Autophagy is implicated in hematopoiesis, but its role in the regulation of the hematopoietic stem and progenitor cell (HSPC) cycle remains obscure. Here, we show that autophagy is essential to maintain and regulate the cell cycle of HSPCs in a nutrient-dependent manner. The loss of autophagy via conditional deletion of its essential gene atg7 ablated the cell cycle of HSPCs. Under physiologic or nutrient-rich conditions, the in vivo activation of autophagy promoted the cell cycle entry of hematopoietic stem cells and upregulated cyclin D3 expression in HSPCs. In contrast, under poor nutrient conditions, the ex vivo inhibition of early, but not late, autophagy signaling events enhanced the G1/S transition of HSPCs. Cyclin D3 was downregulated in HSPCs in response to nutrient stress.

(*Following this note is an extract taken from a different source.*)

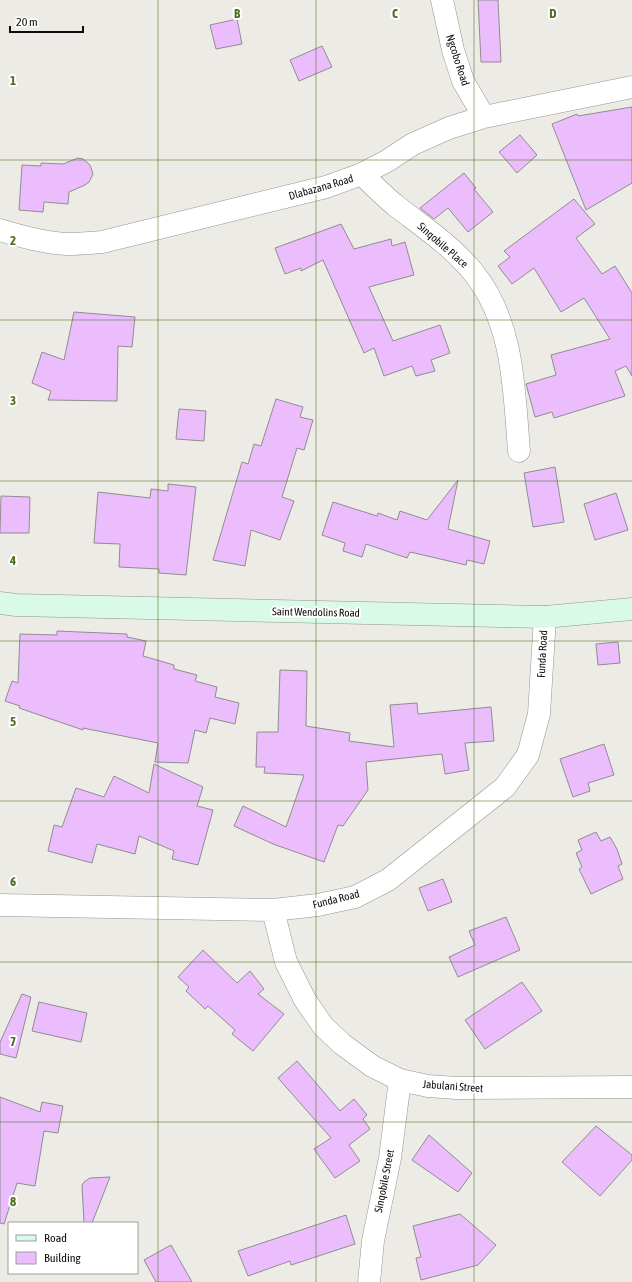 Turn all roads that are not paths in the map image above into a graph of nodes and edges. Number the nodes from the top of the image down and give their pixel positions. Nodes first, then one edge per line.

A knockdown of cyclin D3 blocked the G1/S transition in HSPCs. Surprisingly, the ex vivo inhibition of starvation-induced early, but not late, autophagy signaling inhibited the ubiquitin-mediated degradation of cyclin D3 in HSPCs. Furthermore, a conditional autophagy defect also had this effect, leading to an elevated cyclin D3 level in these cells. This suggested a dependency of the proteasomal degradation of cyclin D3 on early, but not late, events in autophagy signaling under nutrient stress in HSPCs. Our results thus indicate a dual role of autophagy in the nutrient-dependent modulation of the cell cycle entry of hematopoietic stem cells and G1/S transition of HSPCs via the regulation of cyclin D3 to maintain a proper cell cycle in HSPCs and normal hematopoiesis during adult life.